Che dire di “Rock 'n' roll Is here to stay”, una dichiarazione d’intenti fin dal titolo? Semplicemente che è uno dei brani che vi troverete a cantare a squarciagola fin dal primo contatto, apprezzandone subito dopo le sfumature armoniche tutt’altro che banali, sviluppate in territori fortemente “familiari”.
La power balladThe distance between” dimostra la competenza dei nostri anche in questo imprescindibile “fondamentale” e a chi era pronto ad attaccarli per la loro scarsa creatività consiglio l’ascolto di “The sikkimese dream”, con le sue volubili coreografie sonore (non lontane da certe cose dei Winger) e il fascinoso tocco esotico.
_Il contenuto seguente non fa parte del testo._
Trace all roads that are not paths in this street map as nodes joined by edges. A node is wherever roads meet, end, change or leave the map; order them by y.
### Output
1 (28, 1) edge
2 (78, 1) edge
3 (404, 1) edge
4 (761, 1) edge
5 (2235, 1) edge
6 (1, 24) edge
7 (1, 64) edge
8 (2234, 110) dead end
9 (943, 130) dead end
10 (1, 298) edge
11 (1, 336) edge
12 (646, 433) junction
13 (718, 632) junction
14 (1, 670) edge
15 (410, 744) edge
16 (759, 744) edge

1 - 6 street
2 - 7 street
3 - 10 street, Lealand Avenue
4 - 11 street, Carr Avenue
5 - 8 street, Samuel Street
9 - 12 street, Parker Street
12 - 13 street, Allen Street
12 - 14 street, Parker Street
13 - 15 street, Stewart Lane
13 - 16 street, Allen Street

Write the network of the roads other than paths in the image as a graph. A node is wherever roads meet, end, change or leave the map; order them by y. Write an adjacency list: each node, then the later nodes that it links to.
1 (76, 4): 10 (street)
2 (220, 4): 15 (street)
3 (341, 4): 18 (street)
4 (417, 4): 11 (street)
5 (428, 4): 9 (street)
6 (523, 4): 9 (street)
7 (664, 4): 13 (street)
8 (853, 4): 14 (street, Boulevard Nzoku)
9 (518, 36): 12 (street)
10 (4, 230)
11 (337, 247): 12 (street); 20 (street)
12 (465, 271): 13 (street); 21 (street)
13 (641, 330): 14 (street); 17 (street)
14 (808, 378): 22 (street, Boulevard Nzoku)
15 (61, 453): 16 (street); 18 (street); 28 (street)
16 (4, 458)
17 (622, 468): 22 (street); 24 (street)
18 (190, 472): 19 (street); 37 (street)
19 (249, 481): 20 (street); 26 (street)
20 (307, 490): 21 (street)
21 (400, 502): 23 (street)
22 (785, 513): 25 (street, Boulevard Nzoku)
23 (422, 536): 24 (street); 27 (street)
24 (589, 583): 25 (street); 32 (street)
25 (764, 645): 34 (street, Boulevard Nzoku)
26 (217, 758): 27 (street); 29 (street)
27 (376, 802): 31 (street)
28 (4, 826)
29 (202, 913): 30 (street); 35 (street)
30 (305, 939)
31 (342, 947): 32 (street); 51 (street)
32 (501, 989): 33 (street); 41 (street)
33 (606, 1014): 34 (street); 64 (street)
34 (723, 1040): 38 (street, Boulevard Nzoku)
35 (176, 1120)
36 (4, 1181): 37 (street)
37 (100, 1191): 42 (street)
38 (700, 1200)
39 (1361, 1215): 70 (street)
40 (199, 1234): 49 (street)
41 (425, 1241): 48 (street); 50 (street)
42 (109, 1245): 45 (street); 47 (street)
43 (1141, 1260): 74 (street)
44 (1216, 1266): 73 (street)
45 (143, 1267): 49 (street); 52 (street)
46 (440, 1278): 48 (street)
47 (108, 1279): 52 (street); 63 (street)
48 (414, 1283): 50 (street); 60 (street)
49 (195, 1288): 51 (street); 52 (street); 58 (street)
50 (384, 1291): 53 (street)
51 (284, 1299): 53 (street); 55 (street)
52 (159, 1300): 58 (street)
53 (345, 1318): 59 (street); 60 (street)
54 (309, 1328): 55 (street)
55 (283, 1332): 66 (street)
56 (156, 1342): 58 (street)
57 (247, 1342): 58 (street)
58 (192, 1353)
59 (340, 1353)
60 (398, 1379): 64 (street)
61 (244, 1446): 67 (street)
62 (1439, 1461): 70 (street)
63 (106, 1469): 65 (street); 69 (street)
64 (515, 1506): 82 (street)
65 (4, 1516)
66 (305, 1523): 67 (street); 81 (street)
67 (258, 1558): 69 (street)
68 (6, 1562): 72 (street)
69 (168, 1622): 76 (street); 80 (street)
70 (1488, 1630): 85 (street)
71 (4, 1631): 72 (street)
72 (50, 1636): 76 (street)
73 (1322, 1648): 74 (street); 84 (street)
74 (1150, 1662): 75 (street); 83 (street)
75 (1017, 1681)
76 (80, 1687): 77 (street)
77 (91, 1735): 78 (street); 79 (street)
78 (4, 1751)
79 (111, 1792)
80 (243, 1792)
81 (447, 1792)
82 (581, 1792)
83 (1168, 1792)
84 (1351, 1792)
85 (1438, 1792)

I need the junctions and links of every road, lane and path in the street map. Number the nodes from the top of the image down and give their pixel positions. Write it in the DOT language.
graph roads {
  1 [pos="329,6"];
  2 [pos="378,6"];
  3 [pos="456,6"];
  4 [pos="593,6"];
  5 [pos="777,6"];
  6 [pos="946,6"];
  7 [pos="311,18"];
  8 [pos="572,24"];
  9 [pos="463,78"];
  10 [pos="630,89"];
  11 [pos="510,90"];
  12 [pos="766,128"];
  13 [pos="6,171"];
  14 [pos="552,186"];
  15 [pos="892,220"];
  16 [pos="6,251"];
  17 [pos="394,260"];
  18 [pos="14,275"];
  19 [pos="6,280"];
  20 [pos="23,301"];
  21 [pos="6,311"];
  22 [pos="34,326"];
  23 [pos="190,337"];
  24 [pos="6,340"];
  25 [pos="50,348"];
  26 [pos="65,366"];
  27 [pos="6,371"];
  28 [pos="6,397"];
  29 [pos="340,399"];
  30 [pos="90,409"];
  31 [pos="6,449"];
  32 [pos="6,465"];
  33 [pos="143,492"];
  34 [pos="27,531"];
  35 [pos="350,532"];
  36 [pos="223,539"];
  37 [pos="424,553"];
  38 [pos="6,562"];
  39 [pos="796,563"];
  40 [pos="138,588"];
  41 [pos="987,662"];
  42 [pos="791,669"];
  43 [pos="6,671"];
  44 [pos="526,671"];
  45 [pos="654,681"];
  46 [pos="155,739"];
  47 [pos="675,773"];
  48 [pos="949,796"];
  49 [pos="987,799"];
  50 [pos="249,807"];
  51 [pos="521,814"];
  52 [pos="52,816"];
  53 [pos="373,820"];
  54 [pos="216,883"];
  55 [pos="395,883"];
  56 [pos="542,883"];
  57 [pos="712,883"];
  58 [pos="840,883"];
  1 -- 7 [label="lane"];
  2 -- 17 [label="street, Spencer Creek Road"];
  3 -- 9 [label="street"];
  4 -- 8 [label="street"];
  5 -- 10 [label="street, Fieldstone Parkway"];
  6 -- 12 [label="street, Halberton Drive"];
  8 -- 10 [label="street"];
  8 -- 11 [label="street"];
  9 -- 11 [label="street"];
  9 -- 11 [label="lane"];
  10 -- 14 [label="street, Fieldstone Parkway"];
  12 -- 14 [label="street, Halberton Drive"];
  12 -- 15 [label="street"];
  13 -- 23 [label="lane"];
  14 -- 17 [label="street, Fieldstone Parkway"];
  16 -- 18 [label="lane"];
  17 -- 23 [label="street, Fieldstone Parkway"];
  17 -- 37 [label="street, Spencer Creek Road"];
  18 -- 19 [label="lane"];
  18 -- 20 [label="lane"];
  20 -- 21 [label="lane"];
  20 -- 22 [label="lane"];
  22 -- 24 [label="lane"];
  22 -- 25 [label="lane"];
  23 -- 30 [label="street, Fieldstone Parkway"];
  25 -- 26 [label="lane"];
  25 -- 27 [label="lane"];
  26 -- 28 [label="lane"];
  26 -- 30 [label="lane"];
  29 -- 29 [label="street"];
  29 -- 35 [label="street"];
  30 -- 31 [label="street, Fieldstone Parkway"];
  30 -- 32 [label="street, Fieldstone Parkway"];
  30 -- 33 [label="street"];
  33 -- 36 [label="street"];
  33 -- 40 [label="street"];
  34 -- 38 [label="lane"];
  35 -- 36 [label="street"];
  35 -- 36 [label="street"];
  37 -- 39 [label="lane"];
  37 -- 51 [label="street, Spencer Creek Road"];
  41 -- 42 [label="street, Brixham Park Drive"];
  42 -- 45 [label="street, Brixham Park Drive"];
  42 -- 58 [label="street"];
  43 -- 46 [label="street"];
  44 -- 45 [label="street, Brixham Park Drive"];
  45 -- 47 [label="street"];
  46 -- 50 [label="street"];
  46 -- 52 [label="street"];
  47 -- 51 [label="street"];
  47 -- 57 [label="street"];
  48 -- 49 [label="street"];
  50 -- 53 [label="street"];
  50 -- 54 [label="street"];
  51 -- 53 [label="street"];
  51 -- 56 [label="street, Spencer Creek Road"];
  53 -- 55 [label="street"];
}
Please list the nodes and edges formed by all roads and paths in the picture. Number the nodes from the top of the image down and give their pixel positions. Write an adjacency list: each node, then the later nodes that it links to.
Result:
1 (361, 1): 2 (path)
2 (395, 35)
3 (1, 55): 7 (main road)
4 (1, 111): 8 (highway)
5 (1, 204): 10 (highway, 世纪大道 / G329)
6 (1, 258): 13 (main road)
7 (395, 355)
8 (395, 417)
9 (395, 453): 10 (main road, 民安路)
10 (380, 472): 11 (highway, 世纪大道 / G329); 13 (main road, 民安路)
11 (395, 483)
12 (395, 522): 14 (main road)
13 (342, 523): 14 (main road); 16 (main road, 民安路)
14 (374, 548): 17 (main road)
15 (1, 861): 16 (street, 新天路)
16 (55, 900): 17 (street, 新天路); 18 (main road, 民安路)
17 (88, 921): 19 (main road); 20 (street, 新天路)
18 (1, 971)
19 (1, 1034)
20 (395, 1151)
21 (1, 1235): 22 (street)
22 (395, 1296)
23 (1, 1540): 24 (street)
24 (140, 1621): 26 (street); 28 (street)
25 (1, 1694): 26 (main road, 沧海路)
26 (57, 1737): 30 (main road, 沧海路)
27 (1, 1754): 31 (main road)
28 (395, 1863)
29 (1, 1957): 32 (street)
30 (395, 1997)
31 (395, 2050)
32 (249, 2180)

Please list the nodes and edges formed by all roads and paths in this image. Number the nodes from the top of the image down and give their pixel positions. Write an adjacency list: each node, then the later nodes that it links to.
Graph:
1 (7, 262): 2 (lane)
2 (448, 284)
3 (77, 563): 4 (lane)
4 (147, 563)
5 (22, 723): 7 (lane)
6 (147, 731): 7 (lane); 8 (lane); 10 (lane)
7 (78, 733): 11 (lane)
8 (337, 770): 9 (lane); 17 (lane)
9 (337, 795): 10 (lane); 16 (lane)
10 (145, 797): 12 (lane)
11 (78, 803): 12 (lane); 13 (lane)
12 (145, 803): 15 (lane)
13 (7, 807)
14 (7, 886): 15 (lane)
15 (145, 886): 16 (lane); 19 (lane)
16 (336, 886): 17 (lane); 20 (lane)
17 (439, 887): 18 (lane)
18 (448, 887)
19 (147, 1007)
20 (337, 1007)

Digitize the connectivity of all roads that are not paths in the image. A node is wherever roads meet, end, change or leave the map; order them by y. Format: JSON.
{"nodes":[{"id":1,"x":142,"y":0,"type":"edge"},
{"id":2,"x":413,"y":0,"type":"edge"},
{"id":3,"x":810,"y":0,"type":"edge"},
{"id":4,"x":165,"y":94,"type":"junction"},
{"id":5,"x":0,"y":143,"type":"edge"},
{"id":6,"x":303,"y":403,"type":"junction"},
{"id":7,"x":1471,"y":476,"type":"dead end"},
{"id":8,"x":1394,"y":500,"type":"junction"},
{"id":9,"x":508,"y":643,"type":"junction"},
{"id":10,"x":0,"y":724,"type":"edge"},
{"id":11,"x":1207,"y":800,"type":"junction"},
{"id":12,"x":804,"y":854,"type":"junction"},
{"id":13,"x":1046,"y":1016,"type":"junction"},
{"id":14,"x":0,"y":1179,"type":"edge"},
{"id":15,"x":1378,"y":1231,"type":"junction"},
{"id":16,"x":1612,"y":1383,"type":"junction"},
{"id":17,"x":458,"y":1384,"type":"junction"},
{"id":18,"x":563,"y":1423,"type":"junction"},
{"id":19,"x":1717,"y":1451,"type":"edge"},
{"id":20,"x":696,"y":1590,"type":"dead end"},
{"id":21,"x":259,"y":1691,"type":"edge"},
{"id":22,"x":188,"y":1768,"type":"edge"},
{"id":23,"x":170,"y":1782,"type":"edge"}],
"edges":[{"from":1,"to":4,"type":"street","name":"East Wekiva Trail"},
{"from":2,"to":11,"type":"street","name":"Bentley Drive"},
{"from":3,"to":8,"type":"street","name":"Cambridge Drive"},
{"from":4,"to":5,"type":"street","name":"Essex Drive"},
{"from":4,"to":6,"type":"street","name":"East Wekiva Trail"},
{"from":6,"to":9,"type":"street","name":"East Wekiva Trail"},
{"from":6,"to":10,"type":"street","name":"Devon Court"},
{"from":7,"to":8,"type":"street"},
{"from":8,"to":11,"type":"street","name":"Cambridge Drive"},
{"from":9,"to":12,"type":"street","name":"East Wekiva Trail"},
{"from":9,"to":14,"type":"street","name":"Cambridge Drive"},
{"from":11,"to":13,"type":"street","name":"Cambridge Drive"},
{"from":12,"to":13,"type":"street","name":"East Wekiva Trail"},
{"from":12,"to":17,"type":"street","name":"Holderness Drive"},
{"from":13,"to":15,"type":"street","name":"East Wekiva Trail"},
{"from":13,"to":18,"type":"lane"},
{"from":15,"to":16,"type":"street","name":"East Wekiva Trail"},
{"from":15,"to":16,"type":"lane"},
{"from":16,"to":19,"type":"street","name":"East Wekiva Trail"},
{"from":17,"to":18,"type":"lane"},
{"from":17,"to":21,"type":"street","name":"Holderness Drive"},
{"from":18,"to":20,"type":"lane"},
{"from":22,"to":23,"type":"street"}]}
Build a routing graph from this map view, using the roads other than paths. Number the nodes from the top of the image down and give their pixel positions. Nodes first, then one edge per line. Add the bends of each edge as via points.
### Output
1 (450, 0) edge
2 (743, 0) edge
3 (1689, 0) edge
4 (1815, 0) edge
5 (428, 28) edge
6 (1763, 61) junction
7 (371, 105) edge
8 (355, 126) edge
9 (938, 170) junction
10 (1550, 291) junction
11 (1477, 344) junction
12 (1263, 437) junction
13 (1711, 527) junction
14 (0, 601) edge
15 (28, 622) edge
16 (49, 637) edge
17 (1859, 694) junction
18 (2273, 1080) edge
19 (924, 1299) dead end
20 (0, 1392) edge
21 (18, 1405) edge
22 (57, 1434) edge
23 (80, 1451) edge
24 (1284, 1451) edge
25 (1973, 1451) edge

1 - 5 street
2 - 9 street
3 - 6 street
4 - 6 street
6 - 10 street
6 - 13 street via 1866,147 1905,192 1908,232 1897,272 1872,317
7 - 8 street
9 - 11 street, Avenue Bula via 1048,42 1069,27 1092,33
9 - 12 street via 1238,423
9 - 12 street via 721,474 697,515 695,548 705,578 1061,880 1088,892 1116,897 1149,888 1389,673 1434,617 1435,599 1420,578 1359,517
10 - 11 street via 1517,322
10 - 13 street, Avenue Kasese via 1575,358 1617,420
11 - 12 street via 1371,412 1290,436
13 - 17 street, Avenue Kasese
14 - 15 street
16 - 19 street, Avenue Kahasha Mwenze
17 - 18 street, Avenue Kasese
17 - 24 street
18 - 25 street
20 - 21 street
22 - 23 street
Bad shepherd” irrompe con tutta la ruvida essenza del “metallo di strada” e sulla stessa linea si collocano “She's heavy metal” e “The rebel” (featuring Rowan Robertson), che accentuano ulteriormente la quota a impatto frontale del programma.
Le emozioni forti continuano con il poderoso psych-hard-bluesTrapped inside a mirror”, capace di sconfinare in terreni grunge, e se “Wounded” riprende a sollecitare la parte sentimentale dell’animo rockofilo, “Tears of the Phoenix” ha i mezzi per far provare un brividino speciale agli estimatori dei Mr. Big.
Identity crisis”, sinuosa e scalciante, e l’ardore acustico della bonus-trackWalking the line”, sono gli ultimi due mattoni di un muro sonoro potente e ammaliante, edificato da un gruppo che sarebbe un errore madornale considerare alla stregua di una “stravaganza” geografica nel mare magnum del rock n’roll internazionale.
Come affermato all’inizio della disamina, “Rock the highway” è un grande disco, che non si può proprio fare a meno di consumare.